Todas estas mudanças apontam numa mesma direção: estão criadas as condições políticas para legitimar e materializar qualquer opção que a cúpula queira tomar. No Kremlin, a linha dura preconiza um ataque em larga escala, usando armas de destruição maciça, se necessário. Mas há uma linha mais branda que prefere deixar chegar o Inverno e a pausa por ele imposta para que as medidas de mobilização possam surtir efeito e permitam um reagrupamento e a continuação da guerra por meios convencionais.

Tornou-se lugar comum dizer que Putin se tornou muito mais perigoso. Que está “encurralado” e que a única possibilidade é fugir para a frente, provocando um ataque não convencional, que os especialistas militares desconfiam que será com armas nucleares táticas. E, de facto, este é o momento mais perigoso desde que a guerra começou e desconfio que não houve nenhum assim desde Crise dos Mísseis de Cuba. Mas também sabemos, como ilustra o episódio de 1962, que os líderes, por mais tensos que sejam os tempos, tentam evitar aquilo que, muito provavelmente, conduzirá à sua destruição. Putin não será uma exceção.

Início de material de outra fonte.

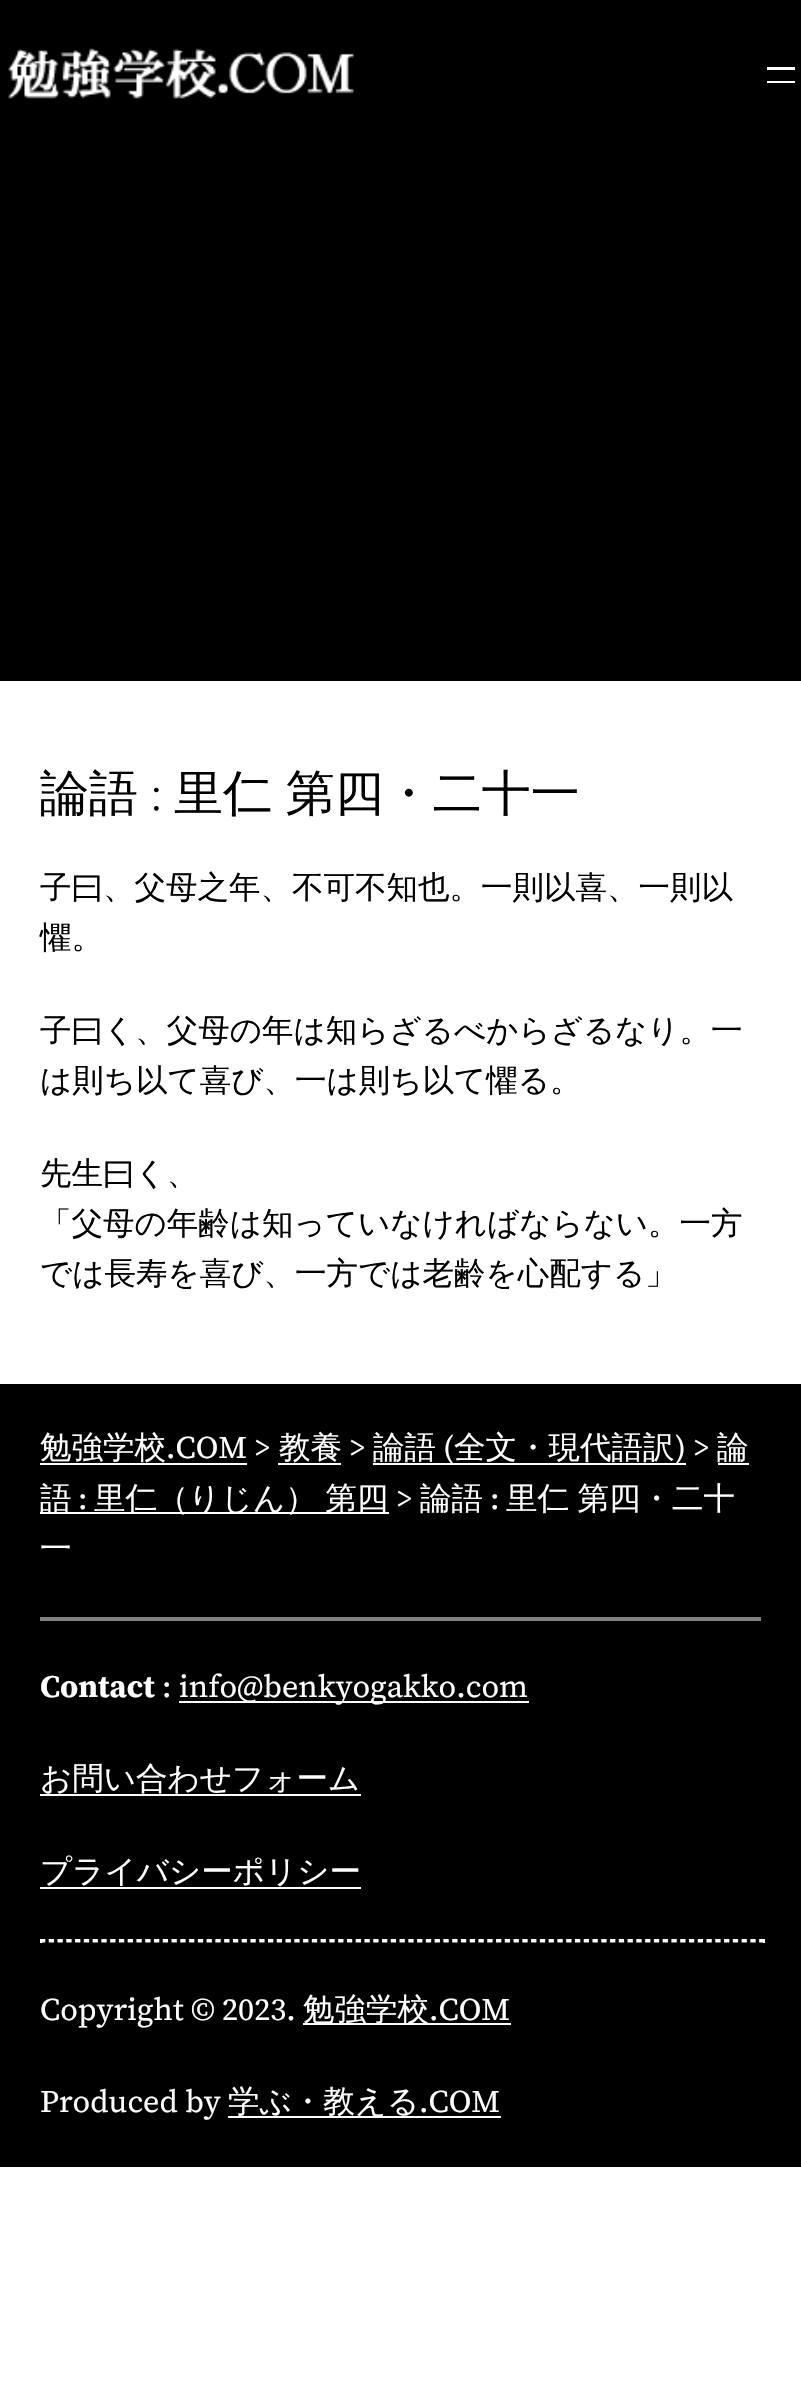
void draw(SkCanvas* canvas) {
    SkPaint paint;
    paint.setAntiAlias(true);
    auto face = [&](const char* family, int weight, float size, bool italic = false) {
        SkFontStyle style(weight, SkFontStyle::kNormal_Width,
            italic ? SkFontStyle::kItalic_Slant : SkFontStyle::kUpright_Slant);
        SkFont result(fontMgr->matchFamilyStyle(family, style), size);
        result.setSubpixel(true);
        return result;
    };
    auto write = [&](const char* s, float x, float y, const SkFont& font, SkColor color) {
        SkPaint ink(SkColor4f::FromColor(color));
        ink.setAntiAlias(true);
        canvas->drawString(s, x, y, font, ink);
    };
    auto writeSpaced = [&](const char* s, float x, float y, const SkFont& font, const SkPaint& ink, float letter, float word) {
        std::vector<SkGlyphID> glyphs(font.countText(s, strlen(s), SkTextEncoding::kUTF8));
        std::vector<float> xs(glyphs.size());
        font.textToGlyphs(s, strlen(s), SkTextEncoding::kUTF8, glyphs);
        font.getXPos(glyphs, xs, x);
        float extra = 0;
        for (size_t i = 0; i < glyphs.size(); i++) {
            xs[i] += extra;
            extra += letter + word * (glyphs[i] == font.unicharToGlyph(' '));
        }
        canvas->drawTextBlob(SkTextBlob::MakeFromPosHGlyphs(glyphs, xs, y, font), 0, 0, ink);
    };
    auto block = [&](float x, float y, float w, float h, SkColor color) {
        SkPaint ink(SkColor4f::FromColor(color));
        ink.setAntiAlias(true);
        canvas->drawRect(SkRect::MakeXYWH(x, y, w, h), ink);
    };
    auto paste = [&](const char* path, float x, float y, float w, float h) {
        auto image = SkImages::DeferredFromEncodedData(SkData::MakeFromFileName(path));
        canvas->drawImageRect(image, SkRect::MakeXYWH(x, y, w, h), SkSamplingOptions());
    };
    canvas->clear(SK_ColorWHITE);
    block(0, 0, 801, 681, SK_ColorBLACK);
    paste("pic1.png", 8, 48, 346, 51);
    block(767, 67, 28, 3, SK_ColorWHITE);
    block(767, 81, 28, 2, SK_ColorWHITE);
    auto kFont1 = face("WenQuanYi Zen Hei", 500, 49);
    write("論語", 40, 810, kFont1, SK_ColorBLACK);
    auto kFont2 = face("Source Serif 4", 300, 49);
    write(":", 149, 810, kFont2, SK_ColorBLACK);
    paint.setColor(SK_ColorBLACK);
    writeSpaced("里仁 第四・二十一", 174, 810, kFont1, paint, 0, -1);
    auto kFont3 = face("WenQuanYi Zen Hei", 500, 31.5f);
    write("子曰、父母之年、不可不知也。一則以喜、一則以", 40, 898, kFont3, SK_ColorBLACK);
    write("懼。", 40, 948, kFont3, SK_ColorBLACK);
    write("子曰く、父母の年は知らざるべからざるなり。一", 40, 1041, kFont3, SK_ColorBLACK);
    write("は則ち以て喜び、一は則ち以て懼る。", 40, 1091, kFont3, SK_ColorBLACK);
    write("先生曰く、", 40, 1184, kFont3, SK_ColorBLACK);
    write("「父母の年齢は知っていなければならない。一方", 40, 1234, kFont3, SK_ColorBLACK);
    write("では長寿を喜び、一方では老齢を心配する」", 40, 1284, kFont3, SK_ColorBLACK);
    block(0, 1384, 801, 783, SK_ColorBLACK);
    write("勉強学校", 40, 1458, kFont3, SK_ColorWHITE);
    block(40, 1463, 207, 2, SK_ColorWHITE);
    auto kFont4 = face("Source Serif 4", 400, 31.5f);
    write(".COM", 166, 1458, kFont4, SK_ColorWHITE);
    auto kFont5 = face("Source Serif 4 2", 400, 31.5f);
    write(">", 254, 1458, kFont5, SK_ColorWHITE);
    write("教養", 279, 1458, kFont3, SK_ColorWHITE);
    block(278, 1463, 63, 2, SK_ColorWHITE);
    write(">", 349, 1458, kFont5, SK_ColorWHITE);
    write("論語", 373, 1458, kFont3, SK_ColorWHITE);
    block(373, 1463, 313, 2, SK_ColorWHITE);
    write("(", 443, 1458, kFont4, SK_ColorWHITE);
    write("全文・現代語訳", 454, 1458, kFont3, SK_ColorWHITE);
    write(")", 675, 1458, kFont4, SK_ColorWHITE);
    write(">", 693, 1458, kFont5, SK_ColorWHITE);
    write("論", 717, 1458, kFont3, SK_ColorWHITE);
    block(718, 1463, 31, 2, SK_ColorWHITE);
    block(40, 1512, 349, 2, SK_ColorWHITE);
    write("語", 40, 1509, kFont3, SK_ColorWHITE);
    write(":", 78, 1509, kFont4, SK_ColorWHITE);
    paint.setColor(SK_ColorWHITE);
    writeSpaced("里仁（りじん） 第四", 94, 1509, kFont3, paint, 0, -1);
    write(">", 396, 1509, kFont5, SK_ColorWHITE);
    write("論語", 420, 1509, kFont3, SK_ColorWHITE);
    write(":", 490, 1509, kFont4, SK_ColorWHITE);
    writeSpaced("里仁 第四・二十", 506, 1509, kFont3, paint, 0, -1);
    write("一", 40, 1559, kFont3, SK_ColorWHITE);
    block(40, 1617, 721, 4, SkColorSetRGB(128, 128, 128));
    auto kFont6 = face("Source Serif 4", 700, 31.5f);
    write("Contact", 40, 1697, kFont6, SK_ColorWHITE);
    write(":", 162, 1697, kFont5, SK_ColorWHITE);
    block(179, 1701, 350, 2, SK_ColorWHITE);
    write("info@benkyogakko.com", 179, 1697, kFont4, SK_ColorWHITE);
    write("お問い合わせフォーム", 40, 1789, kFont3, SK_ColorWHITE);
    block(40, 1794, 321, 2, SK_ColorWHITE);
    write("プライバシーポリシー", 40, 1882, kFont3, SK_ColorWHITE);
    block(40, 1887, 321, 2, SK_ColorWHITE);
    paint.setStyle(SkPaint::kStroke_Style);
    paint.setStrokeWidth(1.8f);
    paint.setPathEffect(SkDashPathEffect::Make({{5.25f, 3.52f}}, 0));
    canvas->drawPath(SkPathBuilder().moveTo(40, 1940).lineTo(765, 1940).detach(), paint);
    paint.setPathEffect(nullptr);
    block(763, 1939, 2, 4, SK_ColorWHITE);
    paint.setPathEffect(SkDashPathEffect::Make({{5.25f, 3.52f}}, 0));
    canvas->drawPath(SkPathBuilder().moveTo(40, 1941.5f).lineTo(765, 1941.5f).detach(), paint);
    paint.setPathEffect(nullptr);
    block(40, 1939, 2, 4, SK_ColorWHITE);
    write("Copyright © 2023.", 40, 2020, kFont4, SK_ColorWHITE);
    block(303, 2023, 208, 2, SK_ColorWHITE);
    write("勉強学校", 303, 2020, kFont3, SK_ColorWHITE);
    write(".COM", 429, 2020, kFont4, SK_ColorWHITE);
    write("Produced by", 40, 2112, kFont4, SK_ColorWHITE);
    block(228, 2116, 273, 2, SK_ColorWHITE);
    write("学ぶ・教える", 228, 2112, kFont3, SK_ColorWHITE);
    write(".COM", 419, 2112, kFont4, SK_ColorWHITE);
}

Há um dilema sério no Kremlin.

A mobilização por um lado, e a integração de novos territórios na Federação Russa, com tudo o que isso implica, por outro, demostram que a Rússia se prepara para todas as eventualidades. A escolha decorre agora, nos corredores do Kremlin, provavelmente com a intervenção de atores internos e externos. Do que se passa pouco sabemos. Apenas que o Ocidente tem de continuar a constituir uma dissuasão credível, sem com isso provocar uma escalada da parte do Kremlin. Não é fácil? Não. Mas é a única opção possível perante a prontidão russa e a imprevisibilidade do processo de tomada de decisão.